Mientras los títulos de crédito de Sirat todavía recorrían la pantalla, salí del pase de prensa en el que se proyectaba la película de Oliver Laxe. Iba tan descolocado por lo que acababa de ver que me equivoqué de salida y atravesé las puertas por las que normalmente abandono ese cine cuando soy un espectador más que paga su entrada. Son puertas de emergencia y conforme se cerraban a mis espaldas, no podía volver atrás. Y entonces me topé con una reja. Al no ser todavía horario comercial (los pases de prensa suelen ser por la mañana) la verja estaba cerrada por seguridad. Y yo estaba atrapado entre ella y la última de las puertas, bloqueada detrás de mí. Tenía aire y espacio suficiente, pero no ganas de quedarme ahí un par de horas, como si fuese un animal exótico en un zoo antiguo. Y menos aún con el cuerpo revuelto por Sirat, con el tecno todavía retumbando en mi estómago y el inclemente sol del desierto marroquí machacándome.
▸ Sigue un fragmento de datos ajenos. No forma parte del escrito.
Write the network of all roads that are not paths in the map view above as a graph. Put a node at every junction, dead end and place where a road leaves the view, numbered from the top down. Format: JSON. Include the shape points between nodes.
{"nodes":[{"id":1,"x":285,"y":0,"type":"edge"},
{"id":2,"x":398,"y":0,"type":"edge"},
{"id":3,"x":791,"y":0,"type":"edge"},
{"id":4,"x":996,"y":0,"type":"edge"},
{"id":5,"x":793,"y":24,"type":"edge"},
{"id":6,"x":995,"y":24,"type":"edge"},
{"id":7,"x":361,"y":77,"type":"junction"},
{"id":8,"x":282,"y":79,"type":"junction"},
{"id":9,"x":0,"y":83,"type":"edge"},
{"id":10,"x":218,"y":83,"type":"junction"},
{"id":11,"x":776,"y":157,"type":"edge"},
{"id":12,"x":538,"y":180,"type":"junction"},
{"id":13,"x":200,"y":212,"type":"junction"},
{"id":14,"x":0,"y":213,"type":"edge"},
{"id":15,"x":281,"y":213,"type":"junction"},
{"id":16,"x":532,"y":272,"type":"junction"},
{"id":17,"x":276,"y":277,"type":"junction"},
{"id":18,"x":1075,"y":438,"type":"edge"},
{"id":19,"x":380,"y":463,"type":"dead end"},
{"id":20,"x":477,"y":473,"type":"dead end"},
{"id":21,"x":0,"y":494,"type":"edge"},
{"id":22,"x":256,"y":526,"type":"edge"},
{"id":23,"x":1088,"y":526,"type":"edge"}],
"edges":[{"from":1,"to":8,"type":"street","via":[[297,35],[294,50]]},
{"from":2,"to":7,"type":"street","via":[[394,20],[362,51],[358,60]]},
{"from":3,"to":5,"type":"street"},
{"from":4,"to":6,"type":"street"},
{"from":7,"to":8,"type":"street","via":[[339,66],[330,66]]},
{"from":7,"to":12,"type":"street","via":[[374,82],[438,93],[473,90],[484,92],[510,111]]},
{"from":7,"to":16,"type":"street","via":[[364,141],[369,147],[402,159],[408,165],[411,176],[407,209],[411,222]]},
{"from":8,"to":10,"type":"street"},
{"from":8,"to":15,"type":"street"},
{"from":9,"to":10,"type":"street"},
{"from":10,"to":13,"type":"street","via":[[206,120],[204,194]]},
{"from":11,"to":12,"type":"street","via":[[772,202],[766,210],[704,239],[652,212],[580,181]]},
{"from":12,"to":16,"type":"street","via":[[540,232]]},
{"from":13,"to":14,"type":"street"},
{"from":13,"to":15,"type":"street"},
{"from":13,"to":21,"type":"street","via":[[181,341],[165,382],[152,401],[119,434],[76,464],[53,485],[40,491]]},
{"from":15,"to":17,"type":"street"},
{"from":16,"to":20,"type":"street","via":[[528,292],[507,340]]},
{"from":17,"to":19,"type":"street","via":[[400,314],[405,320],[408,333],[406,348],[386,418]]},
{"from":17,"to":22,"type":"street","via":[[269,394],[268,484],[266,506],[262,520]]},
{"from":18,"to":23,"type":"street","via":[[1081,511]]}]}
Salté la reja. Esta tenía suficiente espacio libre en su parte superior como para que mi cuerpo (que no es precisamente pequeño) pasase. Si aquello resistía mi peso, podía hacerse. Solo tuve que trepar un poco, asegurarme de que ni mi ropa ni mi bolsa se enganchasen en algún hierro y jugármela un poco en el momento del salto final. Mis rodillas son débiles y además odio saltar. Y bastante tenía ya con mi aspecto de colgado (sombrerito de ala estrecha, gafas de pasta ancha) como para encima desgraciarme. Todo el proceso, desde el encuentro con la reja (¡mierda!) a la liberación final (¡chúpate esa, Tom Cruise!) no duró más de 10 minutos. Se me hicieron eternos.

Y además me jodieron el día. El esfuerzo físico, no excesivo pero sí insólito e innecesario, se sumó a la tensión provocada por una película que se te mete dentro y te enfrenta con elegante crueldad a incertidumbres desagradables. Que justo después de verla mi vida cambiase de género cinematográfico, de la road movie abismal a la comedía física bochornosa, tuvo un resultado imprevisto: esa misma tarde, mi profesora de yoga (ya les dije que soy un cliché andante) no pudo evitar acercarse a mí en clase y decirme: «Estás tensísimo y sudando mucho, ¿te pasa algo?». No era ni el momento ni el lugar para decirle que sí, pero que no sabía si mi tensión la había provocado una situación tan claustrofóbica como patética o una película que es justo lo contrario: agorafobia y grandeza. Tampoco sé si me ha gustado Sirat. Placer, desde luego, no me ha dado. Pero no me la puedo quitar de la cabeza. Hacía mucho que una película no me afectaba como una droga sintética y perfecta, una que hace su efecto aunque tú no pongas nada de tu parte.